Die Klimabewegung ist der Jugend der Welt direkt auf die Schultern gefallen, und im Gegensatz zu unseren Politikern haben wir gelernt, an einem Strang zu ziehen. Wir haben gelernt, Bündnisse um unsere gemeinsame Menschlichkeit und nicht um die willkürlichen Grenzen unserer Nationalstaaten zu schließen. Wir haben gelernt, unsere eigenen Stimmen in der Solidarität unserer gemeinsamen Botschaft zu finden.

Sie sagen uns, es ist zu viel, es ist zu groß, es ist zu schwierig, aber wir verbinden Waffen in Städten und Dörfern auf der ganzen Welt und graben unsere Zehen in den roten Dreck des Dschungels, den Sand der Wüste, den Schnee der Arktis , der Schmutz der Straßen der Stadt, und erzähle ihnen, was wir in den Augen des anderen sehen. Wir sind größer als das.

Als der Mann im Flugzeug meine Erklärung der Jugendklimabewegung unterbricht, um zu fragen, was dieser Prozess für mich persönlich bedeutet, rolle ich das Magazin in meinen Händen und durchsuche die Flut von Bildern in meinem Kopf. Alle meine Erfahrungen sammelten sich in meinem Kopf. Die Wochen ohne Wasser in Bethlehem, die steigenden Meere, die den einzigen Grundwasserleiter in Gaza kontaminieren, die Proteste entlang des schwindenden Toten Meeres, die Stürme an der Küste von Georgia, der schrumpfende Winter der Sierra Nevada, die Explosion in der Ölraffinerie in Richmond, und irgendwo dahinter sehe ich meinen Vater lächelnd, als er mich auf einen Felsen mitten im Joshua Tree National Park hebt.

Ich bin drei Jahre alt, Handfläche gegen den Sandstein, spüre das Kratzen an meiner Hand und die Festigkeit an meinem Herzen. "Wildnis", sagt mein Vater und zeigt auf den weiten Raum.
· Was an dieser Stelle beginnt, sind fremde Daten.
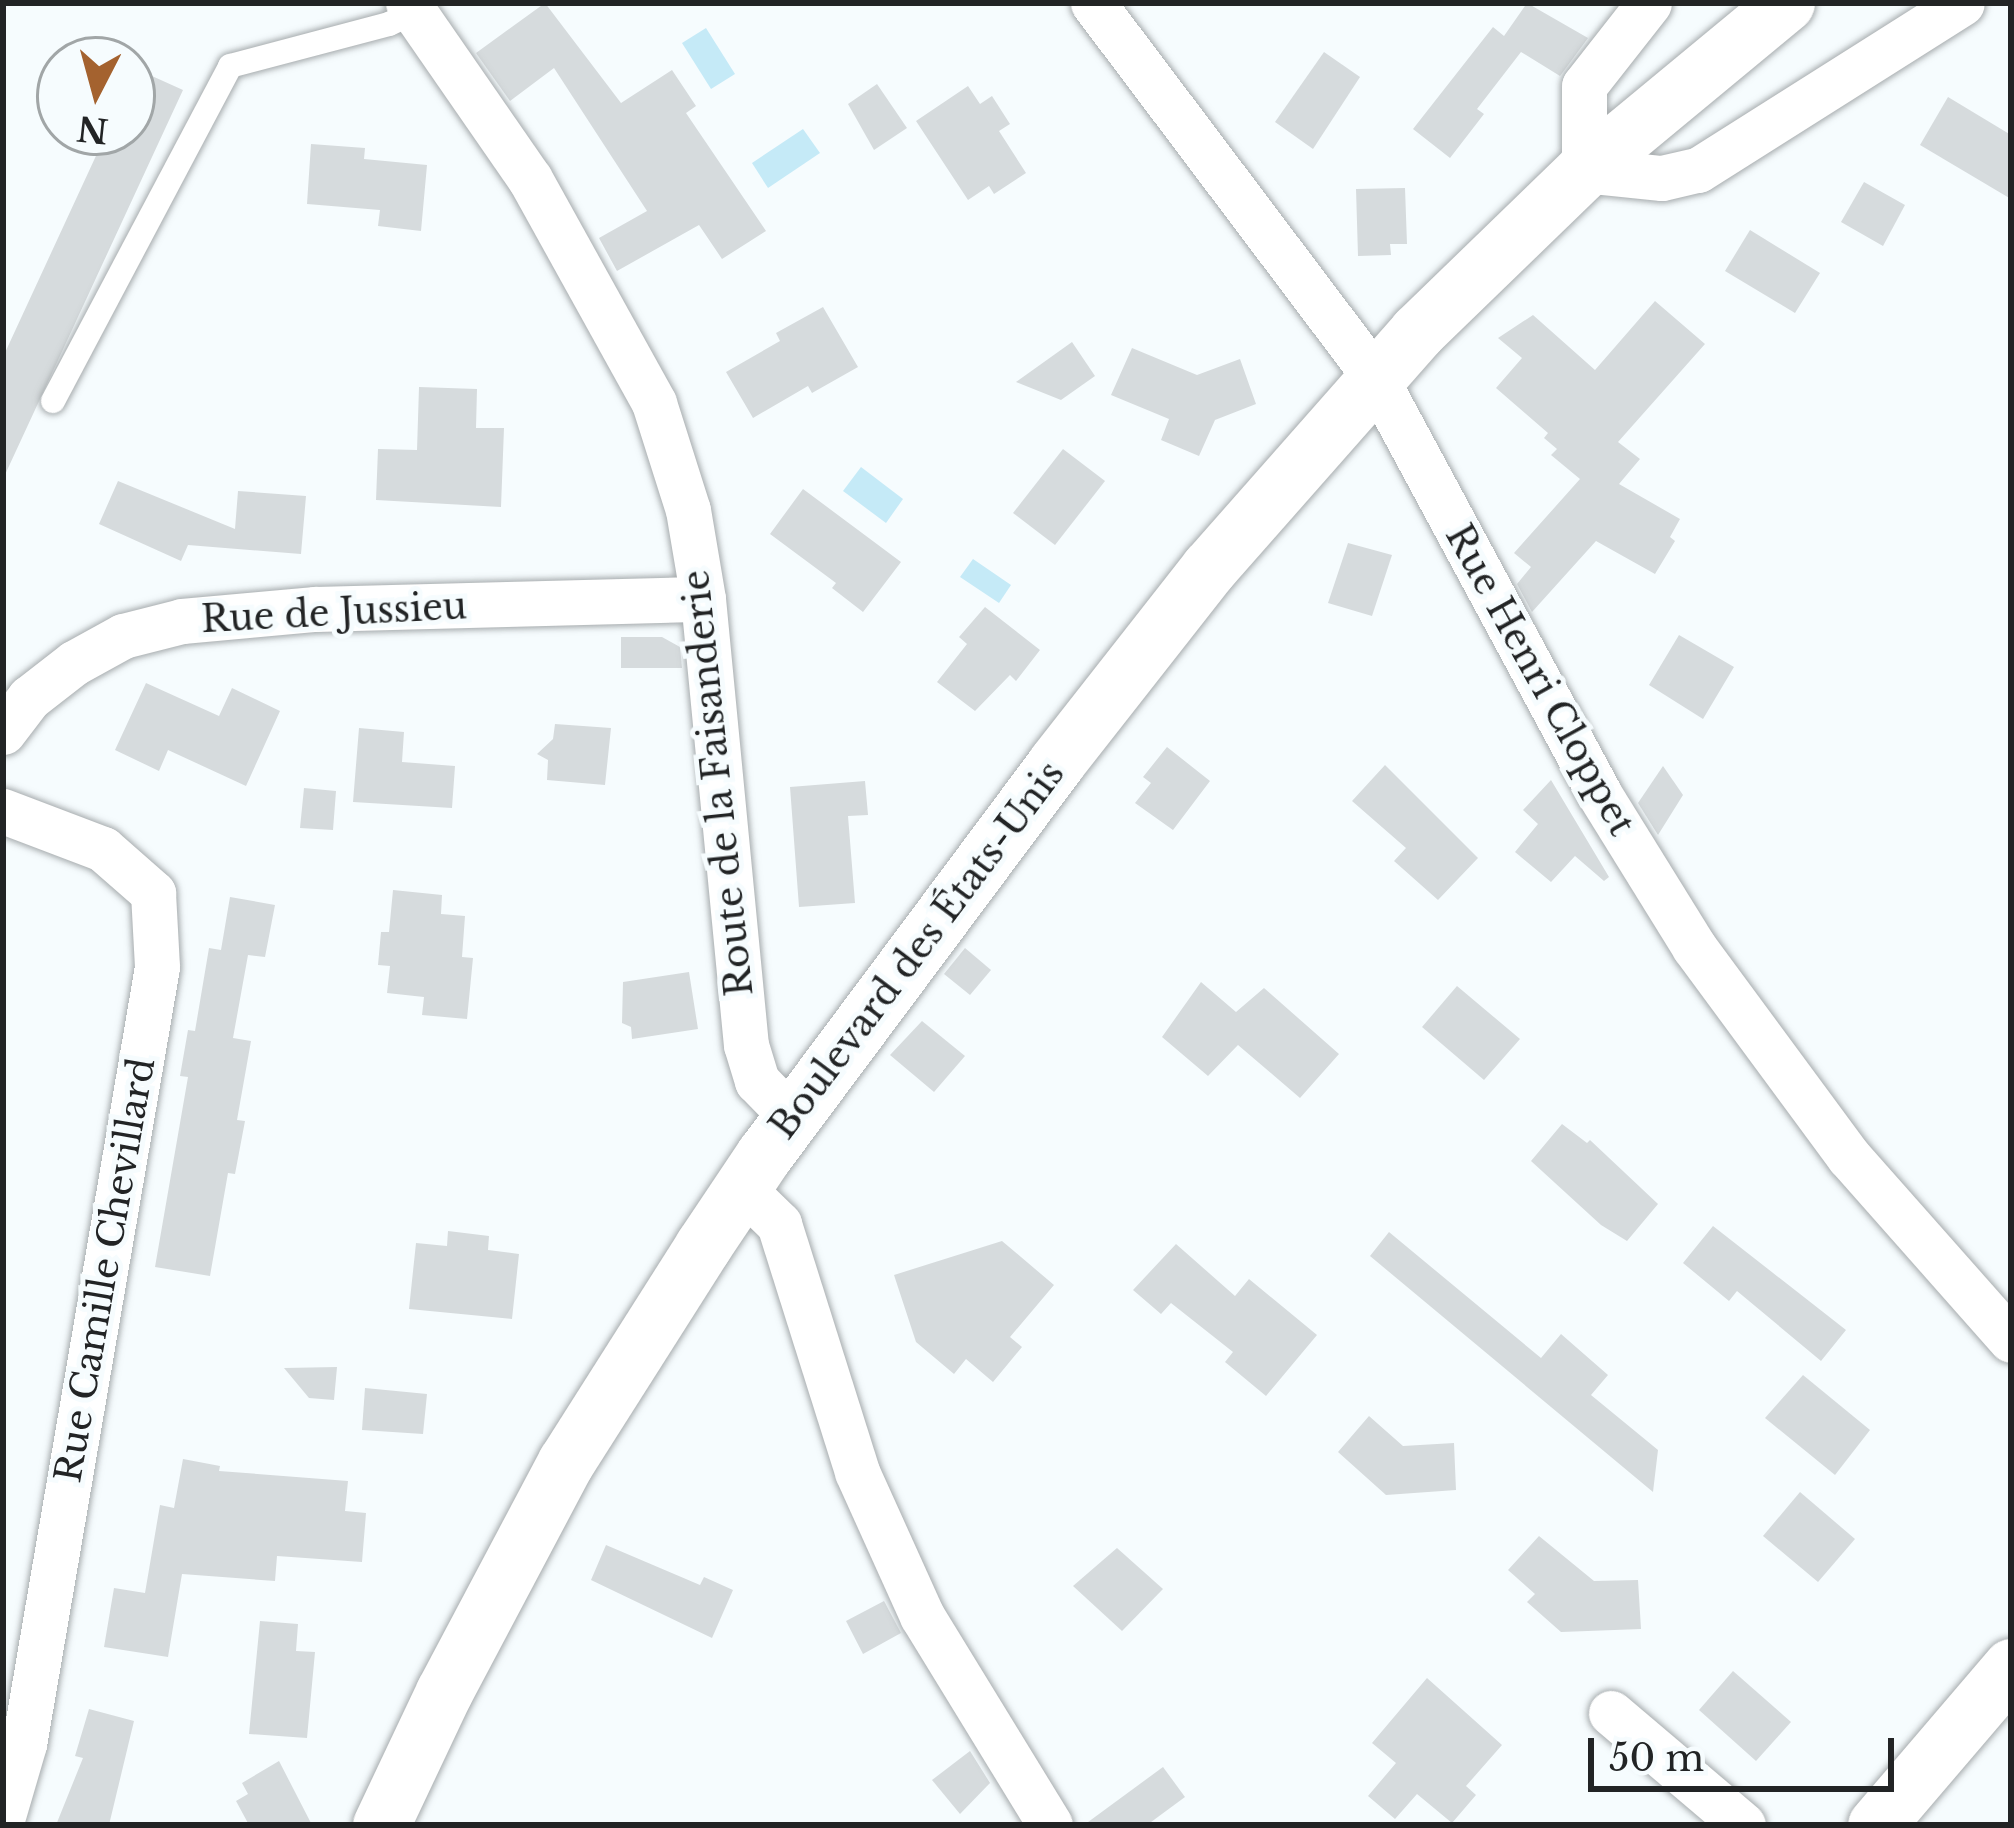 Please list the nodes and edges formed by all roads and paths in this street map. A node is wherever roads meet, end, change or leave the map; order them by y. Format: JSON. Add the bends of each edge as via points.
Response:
{"nodes":[{"id":1,"x":1093,"y":3,"type":"edge"},
{"id":2,"x":1649,"y":3,"type":"edge"},
{"id":3,"x":1786,"y":3,"type":"edge"},
{"id":4,"x":1963,"y":3,"type":"edge"},
{"id":5,"x":411,"y":7,"type":"edge"},
{"id":6,"x":1584,"y":170,"type":"junction"},
{"id":7,"x":1375,"y":377,"type":"junction"},
{"id":8,"x":53,"y":401,"type":"dead end"},
{"id":9,"x":703,"y":598,"type":"junction"},
{"id":10,"x":3,"y":733,"type":"edge"},
{"id":11,"x":3,"y":811,"type":"edge"},
{"id":12,"x":792,"y":1117,"type":"junction"},
{"id":13,"x":742,"y":1188,"type":"junction"},
{"id":14,"x":2011,"y":1340,"type":"edge"},
{"id":15,"x":2011,"y":1667,"type":"edge"},
{"id":16,"x":1611,"y":1713,"type":"dead end"},
{"id":17,"x":3,"y":1816,"type":"edge"},
{"id":18,"x":381,"y":1825,"type":"edge"},
{"id":19,"x":1050,"y":1825,"type":"edge"},
{"id":20,"x":1743,"y":1825,"type":"edge"},
{"id":21,"x":1876,"y":1825,"type":"edge"}],
"edges":[{"from":1,"to":7,"type":"street","name":"Rue Henri Cloppet"},
{"from":2,"to":6,"type":"street","via":[[1583,86]]},
{"from":3,"to":6,"type":"street","name":"Boulevard des États-Unis"},
{"from":4,"to":6,"type":"street","via":[[1698,170],[1662,178]]},
{"from":5,"to":8,"type":"lane","via":[[389,24],[230,66]]},
{"from":5,"to":9,"type":"street","name":"Route de la Faisanderie","via":[[530,179],[653,403],[688,510]]},
{"from":6,"to":7,"type":"street","name":"Boulevard des États-Unis"},
{"from":7,"to":12,"type":"street","name":"Boulevard des États-Unis","via":[[1209,568]]},
{"from":7,"to":14,"type":"street","name":"Rue Henri Cloppet","via":[[1598,791],[1694,946],[1849,1157]]},
{"from":9,"to":10,"type":"street","name":"Rue de Jussieu","via":[[292,610],[182,621],[123,637],[74,663],[29,698]]},
{"from":9,"to":12,"type":"street","name":"Route de la Faisanderie","via":[[746,1045],[757,1081]]},
{"from":11,"to":17,"type":"street","name":"Rue Camille Chevillard","via":[[103,849],[153,893],[157,967],[24,1744]]},
{"from":12,"to":13,"type":"street","name":"Boulevard des États-Unis"},
{"from":13,"to":18,"type":"street","name":"Boulevard des États-Unis","via":[[566,1462]]},
{"from":13,"to":19,"type":"street","via":[[779,1224],[857,1472],[922,1616]]},
{"from":15,"to":21,"type":"street"},
{"from":16,"to":20,"type":"street"}]}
Ich probiere das Wort aus und meine Augen weiten sich, um all den blauen Himmel aufzunehmen, der auf den Wüstenboden fällt. Schon als Kind weiß ich, dass ich dazu gehöre, dass es mir gehört, und fühle instinktiv die Verbindung zwischen meiner Seele und diesem Raum.

All mein Feuer und meine Empörung verschwinden, wenn ich über mein erstes Bewusstsein des Gleichgewichts nachdenke, als ich zum ersten Mal die Wahrheit von José Ortega y Gassets Worten in meinem Bauch spürte: „Ich bin ich plus meine Umgebung, und wenn ich nicht bewahre Letzteres bewahre ich nicht. “

Ich kämpfe gegen Tränen, lege das Magazin ab und spiele mit dem Tabletttisch.

"Dies ist meine Zukunft, unsere Zukunft", sage ich dem Mann, meine Stimme ist so leise, dass er sich vorbeugen muss, um meine Worte zu verstehen.

"Es bedeutet alles."


Schau das Video: Qatar National Museum set to open its doors to the public. Al Jazeera English (Dezember 2020).